*** Opening of Extracted information ***
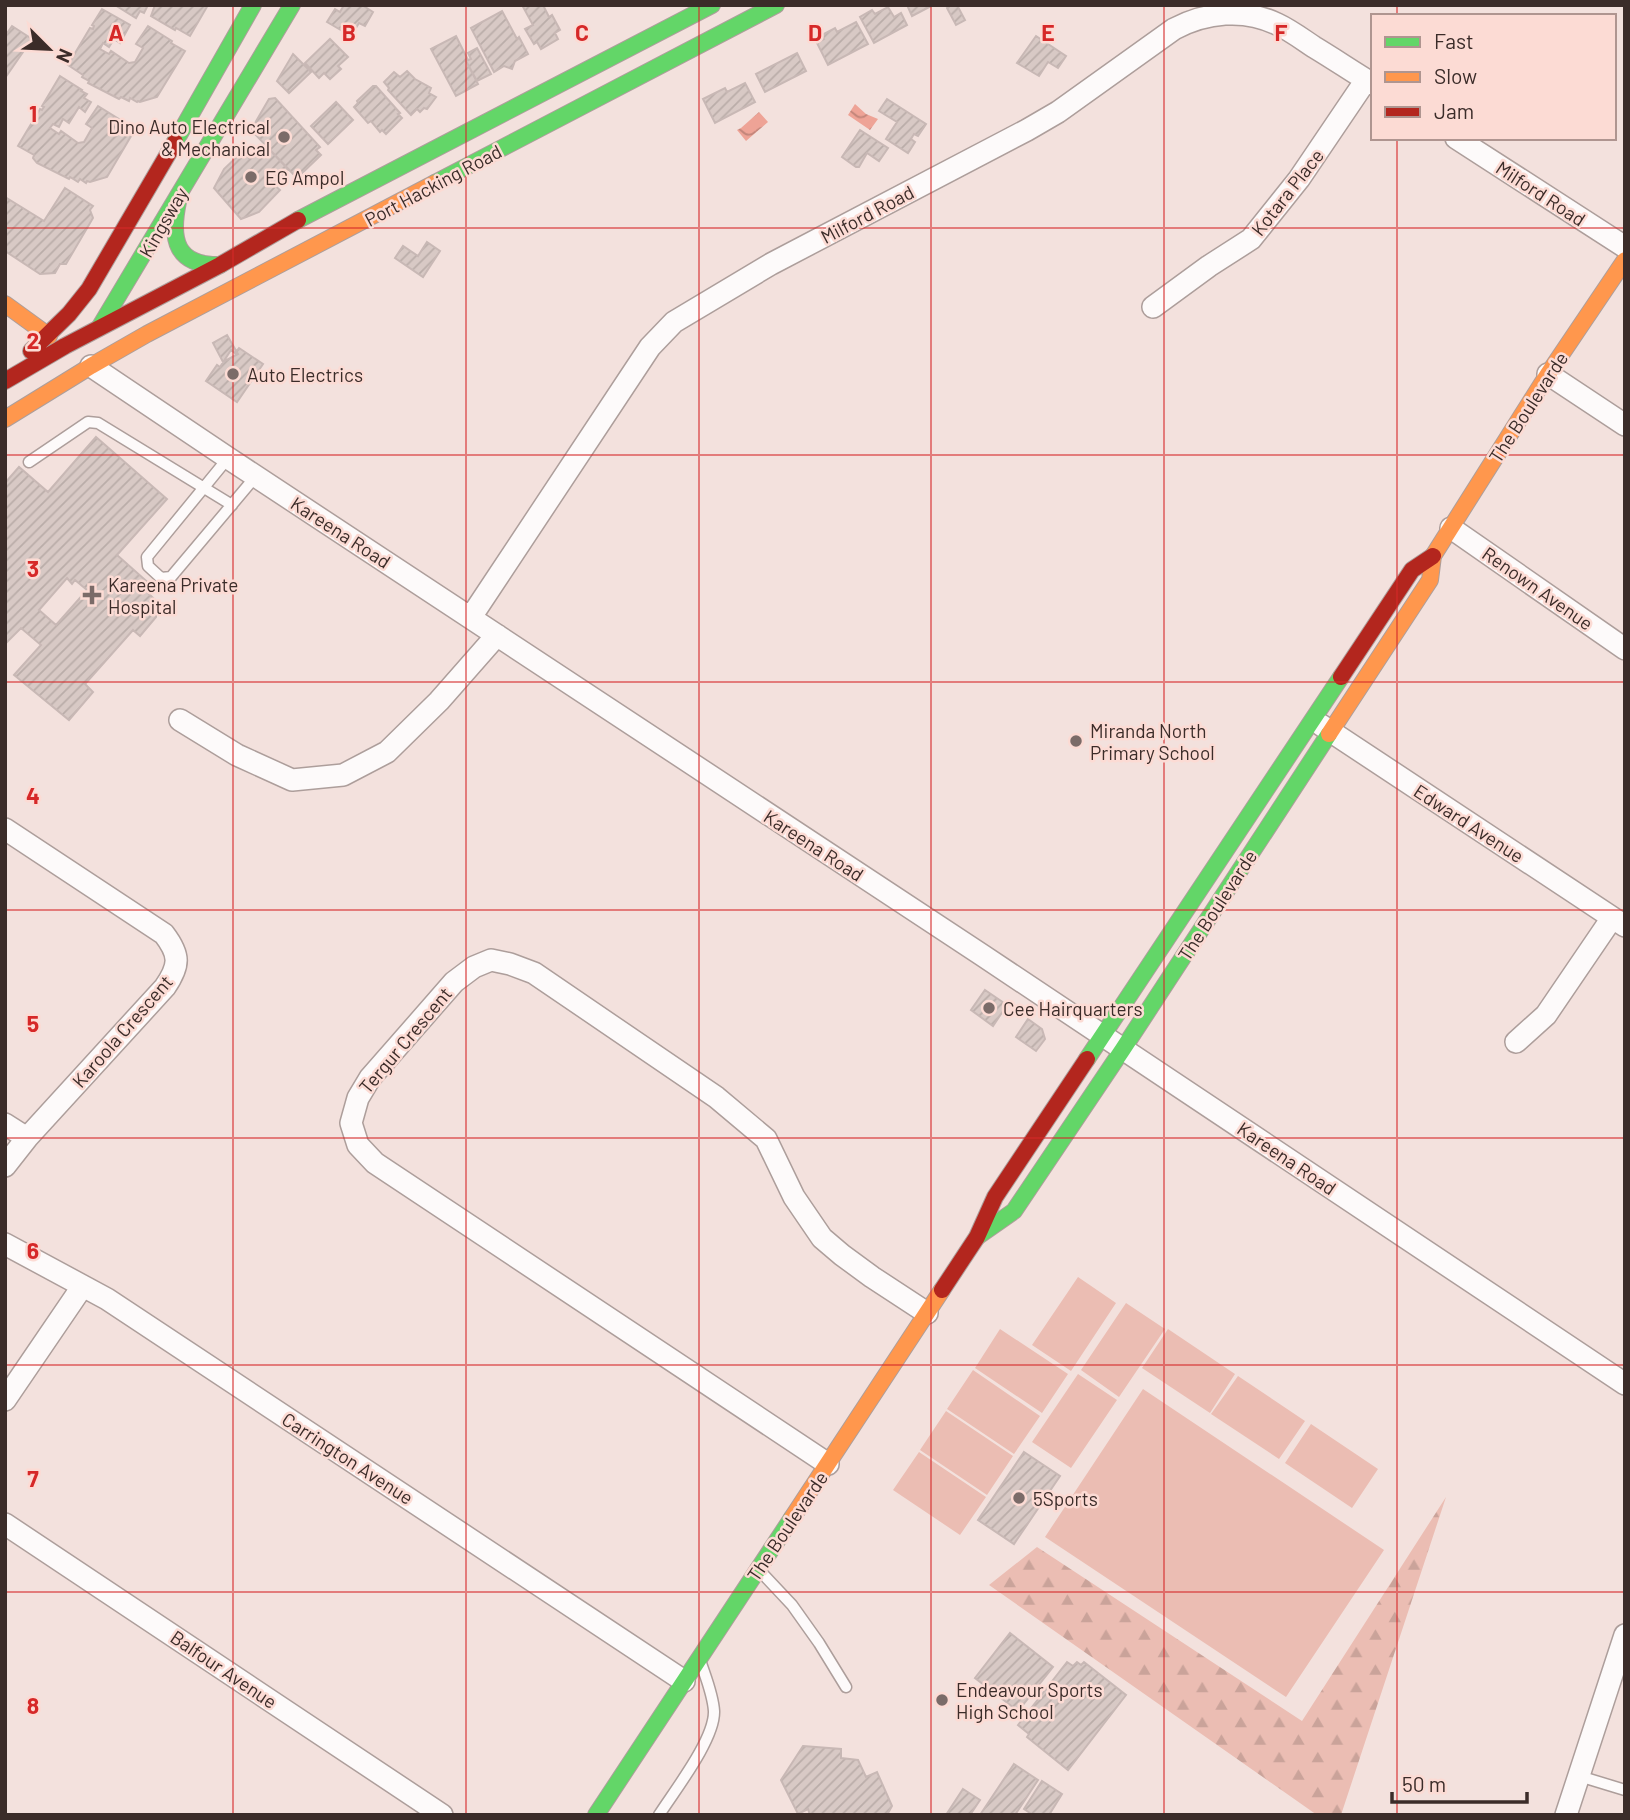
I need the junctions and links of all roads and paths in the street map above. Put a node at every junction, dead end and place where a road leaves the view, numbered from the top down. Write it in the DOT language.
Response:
graph roads {
  1 [pos="253,5"];
  2 [pos="292,5"];
  3 [pos="712,5"];
  4 [pos="776,5"];
  5 [pos="1369,82"];
  6 [pos="1459,140"];
  7 [pos="183,186"];
  8 [pos="1625,247"];
  9 [pos="1625,260"];
  10 [pos="220,265"];
  11 [pos="5,304"];
  12 [pos="1153,307"];
  13 [pos="98,329"];
  14 [pos="48,336"];
  15 [pos="78,356"];
  16 [pos="5,373"];
  17 [pos="1548,374"];
  18 [pos="5,382"];
  19 [pos="6,418"];
  20 [pos="1625,425"];
  21 [pos="228,458"];
  22 [pos="29,462"];
  23 [pos="256,476"];
  24 [pos="204,487"];
  25 [pos="232,505"];
  26 [pos="1451,528"];
  27 [pos="471,617"];
  28 [pos="497,635"];
  29 [pos="1625,649"];
  30 [pos="180,720"];
  31 [pos="1322,726"];
  32 [pos="5,829"];
  33 [pos="1618,922"];
  34 [pos="1103,1036"];
  35 [pos="1516,1042"];
  36 [pos="1123,1049"];
  37 [pos="5,1124"];
  38 [pos="26,1138"];
  39 [pos="5,1166"];
  40 [pos="977,1237"];
  41 [pos="5,1244"];
  42 [pos="82,1287"];
  43 [pos="927,1313"];
  44 [pos="1625,1384"];
  45 [pos="5,1400"];
  46 [pos="828,1464"];
  47 [pos="5,1524"];
  48 [pos="758,1569"];
  49 [pos="1625,1634"];
  50 [pos="699,1657"];
  51 [pos="684,1681"];
  52 [pos="846,1688"];
  53 [pos="1578,1776"];
  54 [pos="1625,1790"];
  55 [pos="442,1815"];
  56 [pos="596,1815"];
  57 [pos="659,1815"];
  58 [pos="1566,1815"];
  1 -- 14 [label="main road, Kingsway"];
  2 -- 7 [label="main road, Kingsway"];
  3 -- 10 [label="main road, Port Hacking Road"];
  4 -- 15 [label="main road, Port Hacking Road"];
  5 -- 12 [label="street, Kotara Place"];
  5 -- 27 [label="street, Milford Road"];
  6 -- 8 [label="street, Milford Road"];
  7 -- 10 [label="main road"];
  7 -- 13 [label="main road, Kingsway"];
  9 -- 17 [label="main road, The Boulevarde"];
  10 -- 13 [label="main road, Port Hacking Road"];
  11 -- 14 [label="main road, Kareena Road"];
  13 -- 15 [label="main road, Port Hacking Road"];
  14 -- 15 [label="main road, Kareena Road"];
  14 -- 16 [label="main road, Kingsway"];
  15 -- 18 [label="main road"];
  15 -- 19 [label="main road"];
  15 -- 21 [label="street, Kareena Road"];
  17 -- 20 [label="street"];
  17 -- 26 [label="main road, The Boulevarde"];
  21 -- 23 [label="street, Kareena Road"];
  21 -- 24 [label="lane"];
  22 -- 24 [label="lane"];
  23 -- 25 [label="lane"];
  23 -- 27 [label="street, Kareena Road"];
  24 -- 25 [label="lane"];
  24 -- 25 [label="lane"];
  26 -- 29 [label="street, Renown Avenue"];
  26 -- 31 [label="main road, The Boulevarde"];
  27 -- 28 [label="street, Kareena Road"];
  28 -- 30 [label="street"];
  28 -- 34 [label="street, Kareena Road"];
  31 -- 33 [label="street, Edward Avenue"];
  31 -- 34 [label="main road, The Boulevarde"];
  31 -- 36 [label="main road, The Boulevarde"];
  32 -- 38 [label="street, Karoola Crescent"];
  33 -- 35 [label="street"];
  34 -- 36 [label="street, Kareena Road"];
  34 -- 40 [label="main road, The Boulevarde"];
  36 -- 40 [label="main road, The Boulevarde"];
  36 -- 44 [label="street, Kareena Road"];
  37 -- 38 [label="street"];
  38 -- 39 [label="street"];
  40 -- 43 [label="main road, The Boulevarde"];
  41 -- 42 [label="street, Carrington Avenue"];
  42 -- 45 [label="street"];
  42 -- 51 [label="street, Carrington Avenue"];
  43 -- 46 [label="main road, The Boulevarde"];
  43 -- 46 [label="street, Tergur Crescent"];
  46 -- 48 [label="main road, The Boulevarde"];
  47 -- 55 [label="street, Balfour Avenue"];
  48 -- 50 [label="main road, The Boulevarde"];
  48 -- 52 [label="lane"];
  49 -- 53 [label="street"];
  50 -- 51 [label="main road, The Boulevarde"];
  50 -- 57 [label="lane"];
  51 -- 56 [label="main road, The Boulevarde"];
  53 -- 54 [label="lane"];
  53 -- 58 [label="street"];
}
*** Close of Extracted information ***
About this exercise
The whole listing above, word for word: repeat it with the pictures excluded.

Response for this exercise
I need the junctions and links of all roads and paths in the street map above. Put a node at every junction, dead end and place where a road leaves the view, numbered from the top down. Write it in the DOT language.
Response:
graph roads {
  1 [pos="253,5"];
  2 [pos="292,5"];
  3 [pos="712,5"];
  4 [pos="776,5"];
  5 [pos="1369,82"];
  6 [pos="1459,140"];
  7 [pos="183,186"];
  8 [pos="1625,247"];
  9 [pos="1625,260"];
  10 [pos="220,265"];
  11 [pos="5,304"];
  12 [pos="1153,307"];
  13 [pos="98,329"];
  14 [pos="48,336"];
  15 [pos="78,356"];
  16 [pos="5,373"];
  17 [pos="1548,374"];
  18 [pos="5,382"];
  19 [pos="6,418"];
  20 [pos="1625,425"];
  21 [pos="228,458"];
  22 [pos="29,462"];
  23 [pos="256,476"];
  24 [pos="204,487"];
  25 [pos="232,505"];
  26 [pos="1451,528"];
  27 [pos="471,617"];
  28 [pos="497,635"];
  29 [pos="1625,649"];
  30 [pos="180,720"];
  31 [pos="1322,726"];
  32 [pos="5,829"];
  33 [pos="1618,922"];
  34 [pos="1103,1036"];
  35 [pos="1516,1042"];
  36 [pos="1123,1049"];
  37 [pos="5,1124"];
  38 [pos="26,1138"];
  39 [pos="5,1166"];
  40 [pos="977,1237"];
  41 [pos="5,1244"];
  42 [pos="82,1287"];
  43 [pos="927,1313"];
  44 [pos="1625,1384"];
  45 [pos="5,1400"];
  46 [pos="828,1464"];
  47 [pos="5,1524"];
  48 [pos="758,1569"];
  49 [pos="1625,1634"];
  50 [pos="699,1657"];
  51 [pos="684,1681"];
  52 [pos="846,1688"];
  53 [pos="1578,1776"];
  54 [pos="1625,1790"];
  55 [pos="442,1815"];
  56 [pos="596,1815"];
  57 [pos="659,1815"];
  58 [pos="1566,1815"];
  1 -- 14 [label="main road, Kingsway"];
  2 -- 7 [label="main road, Kingsway"];
  3 -- 10 [label="main road, Port Hacking Road"];
  4 -- 15 [label="main road, Port Hacking Road"];
  5 -- 12 [label="street, Kotara Place"];
  5 -- 27 [label="street, Milford Road"];
  6 -- 8 [label="street, Milford Road"];
  7 -- 10 [label="main road"];
  7 -- 13 [label="main road, Kingsway"];
  9 -- 17 [label="main road, The Boulevarde"];
  10 -- 13 [label="main road, Port Hacking Road"];
  11 -- 14 [label="main road, Kareena Road"];
  13 -- 15 [label="main road, Port Hacking Road"];
  14 -- 15 [label="main road, Kareena Road"];
  14 -- 16 [label="main road, Kingsway"];
  15 -- 18 [label="main road"];
  15 -- 19 [label="main road"];
  15 -- 21 [label="street, Kareena Road"];
  17 -- 20 [label="street"];
  17 -- 26 [label="main road, The Boulevarde"];
  21 -- 23 [label="street, Kareena Road"];
  21 -- 24 [label="lane"];
  22 -- 24 [label="lane"];
  23 -- 25 [label="lane"];
  23 -- 27 [label="street, Kareena Road"];
  24 -- 25 [label="lane"];
  24 -- 25 [label="lane"];
  26 -- 29 [label="street, Renown Avenue"];
  26 -- 31 [label="main road, The Boulevarde"];
  27 -- 28 [label="street, Kareena Road"];
  28 -- 30 [label="street"];
  28 -- 34 [label="street, Kareena Road"];
  31 -- 33 [label="street, Edward Avenue"];
  31 -- 34 [label="main road, The Boulevarde"];
  31 -- 36 [label="main road, The Boulevarde"];
  32 -- 38 [label="street, Karoola Crescent"];
  33 -- 35 [label="street"];
  34 -- 36 [label="street, Kareena Road"];
  34 -- 40 [label="main road, The Boulevarde"];
  36 -- 40 [label="main road, The Boulevarde"];
  36 -- 44 [label="street, Kareena Road"];
  37 -- 38 [label="street"];
  38 -- 39 [label="street"];
  40 -- 43 [label="main road, The Boulevarde"];
  41 -- 42 [label="street, Carrington Avenue"];
  42 -- 45 [label="street"];
  42 -- 51 [label="street, Carrington Avenue"];
  43 -- 46 [label="main road, The Boulevarde"];
  43 -- 46 [label="street, Tergur Crescent"];
  46 -- 48 [label="main road, The Boulevarde"];
  47 -- 55 [label="street, Balfour Avenue"];
  48 -- 50 [label="main road, The Boulevarde"];
  48 -- 52 [label="lane"];
  49 -- 53 [label="street"];
  50 -- 51 [label="main road, The Boulevarde"];
  50 -- 57 [label="lane"];
  51 -- 56 [label="main road, The Boulevarde"];
  53 -- 54 [label="lane"];
  53 -- 58 [label="street"];
}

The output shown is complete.